Both Close and Closer are minimal, intense modular synth albums. While Close was released in June of 2019, the followup Closer – consisting of the aforementioned previously discarded tracks – has just recently been released digitally and on CD.
The knob twisting and experimentation is reserved (these tracks date back to the beginning of Reyes’ plunge into the world of modular composition), but the overall presentation is adversely bold. The single oscillators that pulse in the sonic void are huge in effect – hypnotic to the point of completely losing interest in whatever you happen to be doing at the time of listening (I do a lot of my deep listening while at work – so my productivity surely suffered for the duration of this album). Subtle fluctuations in sound and design – such as the slight shift of an envelope or filter – forge an organic entity that speaks in sine waves; there is no doubt that Reyes’ budding modular voice is audible in these tracks.
Beneath the fact that Reyes is able to achieve such depth with a minimal setup, I feel that even greater depth can be perceived by acknowledging where music comes from – if such information is made available by the artist. According to the liner notes for Close, Reyes has been sober for years – and his creative vision is surely effected by the lifestyle choice:
“Making music on the synthesizer is an activity of erasure for me. I’ve been sober for over 5 years at this point, but I think a lot about addiction still, and how that impulse, habit, biochemistry has warped since I quit drinking and drugging. I frequently ask myself why did I bring myself so close to oblivion? Well, to forget the pain of being alive. I don’t feel the pain quite so constantly these days, but I do have a fixation on bringing myself to the brink of waking unconsciousness. I get there with long distance running, for instance. Running has been a constant companion in my recovery. It’s when I do my clearest thinking and my clearest unthinking. At some point, my self just seems to slip away. And that’s kind of what happens when I have my consciousness buried in my synthesizer – I’m not mentally there anymore. I’m wading waist deep in patch cords, searching and searching. At any rate, Close is about that.”

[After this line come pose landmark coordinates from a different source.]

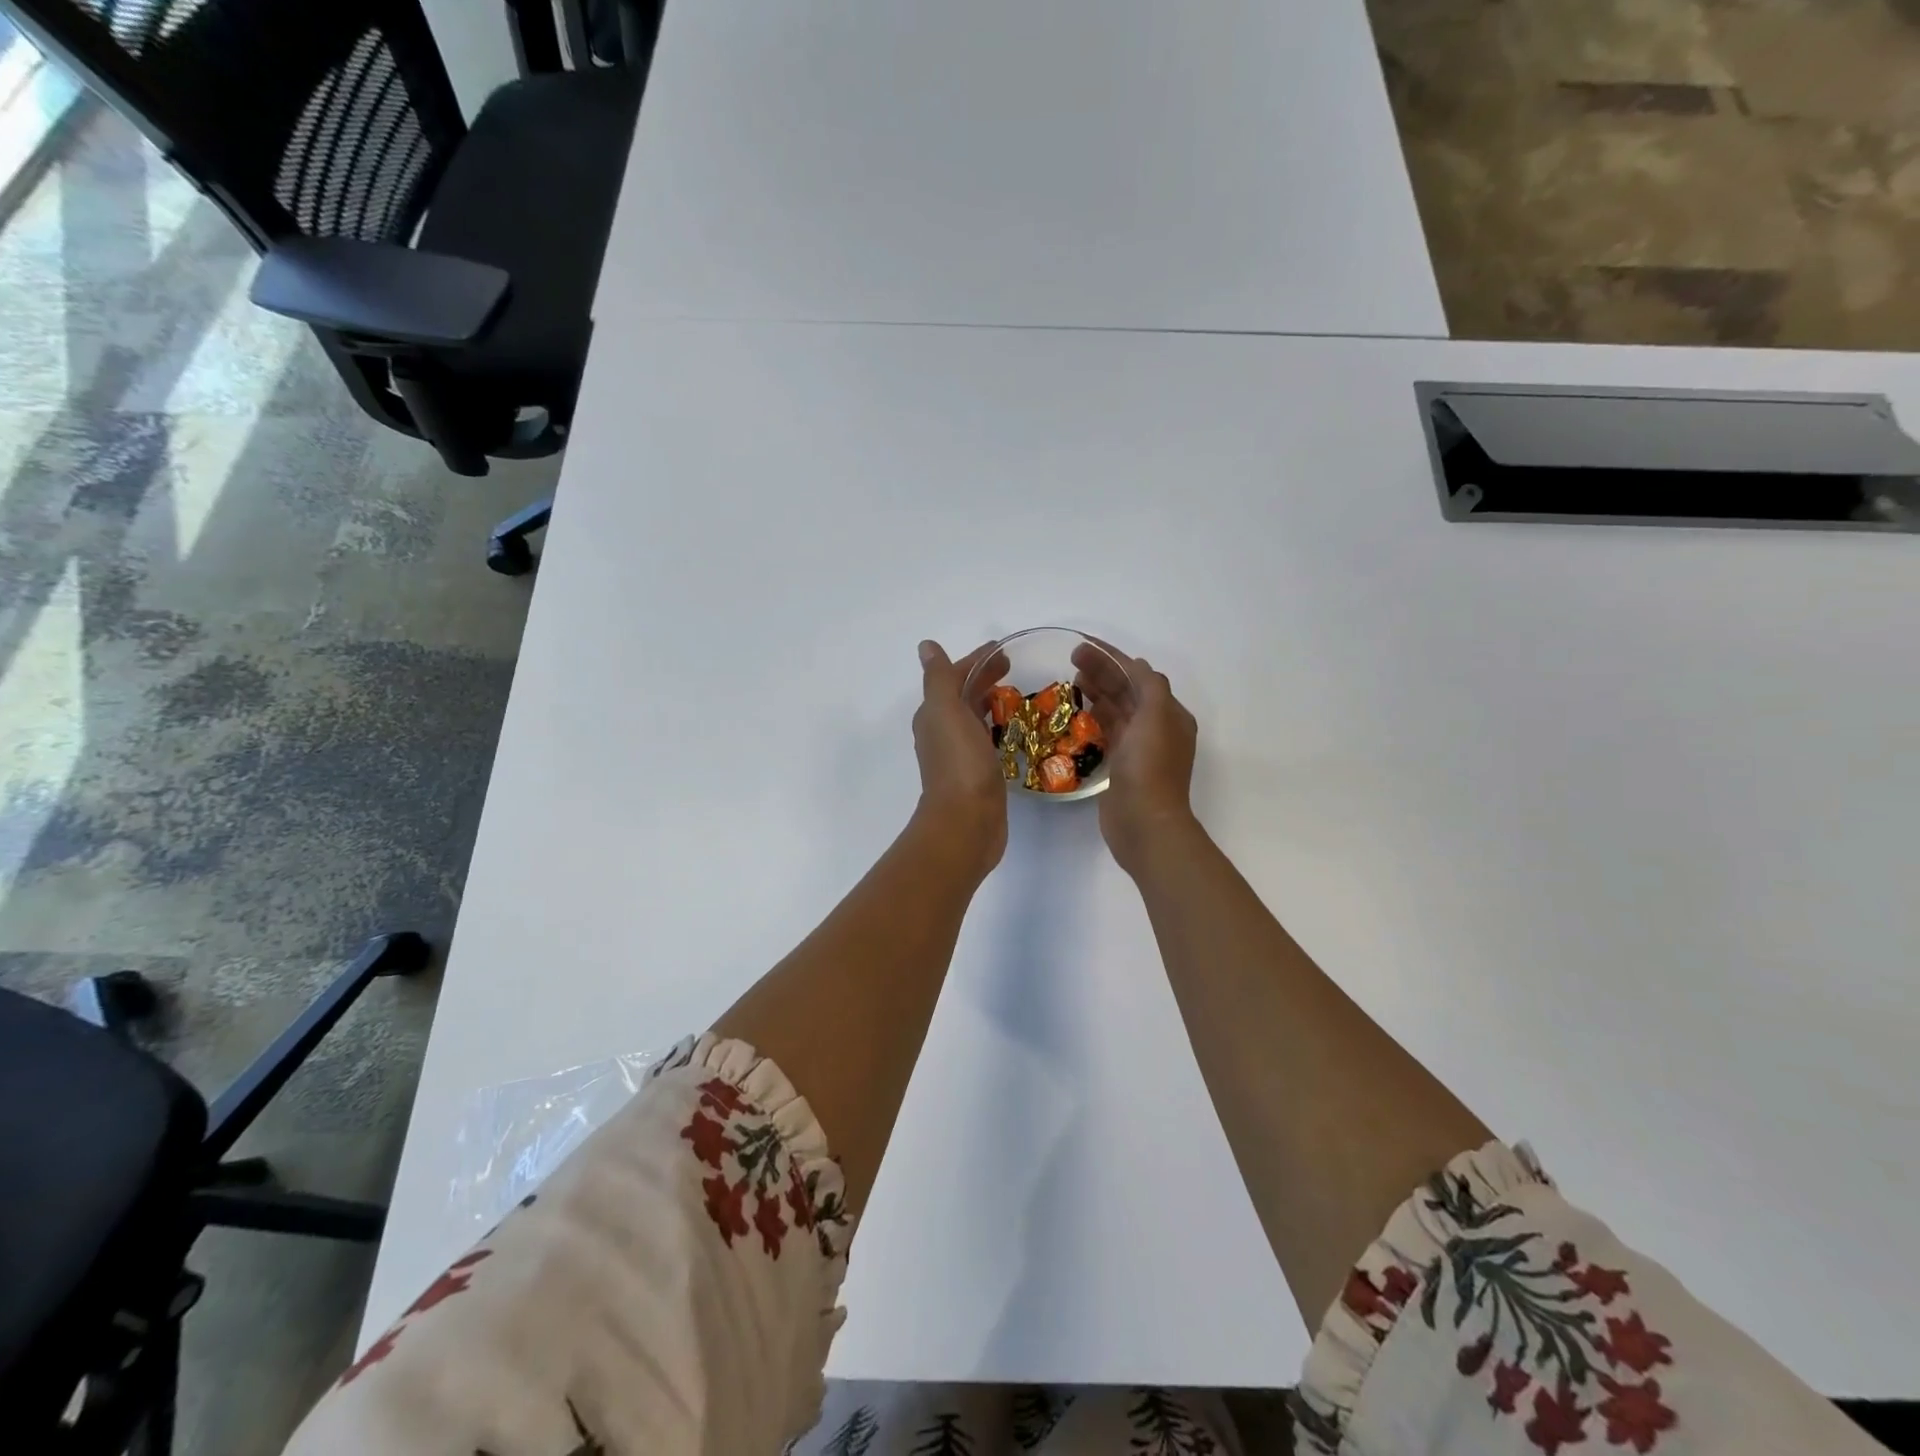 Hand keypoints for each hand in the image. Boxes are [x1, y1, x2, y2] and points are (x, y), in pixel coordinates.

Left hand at [913, 639, 1009, 874]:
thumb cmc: (959, 763)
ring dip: (990, 703)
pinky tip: (1013, 731)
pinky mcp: (977, 774)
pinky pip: (986, 741)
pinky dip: (996, 728)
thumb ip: (939, 678)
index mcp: (933, 715)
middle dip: (984, 679)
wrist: (967, 822)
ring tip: (1017, 695)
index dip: (976, 661)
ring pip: (973, 718)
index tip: (1003, 650)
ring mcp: (959, 755)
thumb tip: (925, 646)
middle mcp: (941, 733)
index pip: (954, 677)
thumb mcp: (946, 712)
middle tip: (1014, 667)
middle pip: (964, 696)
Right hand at [1072, 641, 1198, 875]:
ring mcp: (1139, 747)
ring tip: (1072, 680)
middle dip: (1102, 671)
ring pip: (1116, 710)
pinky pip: (1107, 731)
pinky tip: (1077, 712)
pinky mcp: (1122, 765)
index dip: (1112, 657)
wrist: (1144, 823)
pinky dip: (1094, 717)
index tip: (1083, 645)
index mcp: (1170, 714)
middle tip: (1071, 659)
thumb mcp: (1155, 717)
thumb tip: (1135, 665)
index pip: (1139, 675)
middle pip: (1127, 690)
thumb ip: (1148, 686)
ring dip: (1097, 692)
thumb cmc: (1150, 767)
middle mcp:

Being someone who has also sought out sobriety in incremental forms over the years, the music of Close and Closer really speaks to me. It’s a little difficult to describe to people who have been lucky enough to have not dealt with substance abuse problems, but I’ll try: When you remove said substances from your life, the time in a day takes on new meaning; there is so much more of it, and the immensity and clarity of it all can be daunting. Whether you are afraid of facing your true self or merely bored beyond description, it is quite the initial task to fill the minutes with something other than anxious daydreams and pointless fiddling.
Considering this perspective, I hear an intense yearning for feeling, for unbridled connection to reality in Reyes’ music. What’s most interesting, of course, is how he attempts to rekindle his communion with real life via such abstract means (often enough, it doesn’t get more abstract than modular synth music). Such devotion to the marriage of sober meditation and music is rare in this particular realm of sound, and it’s truly something to be celebrated.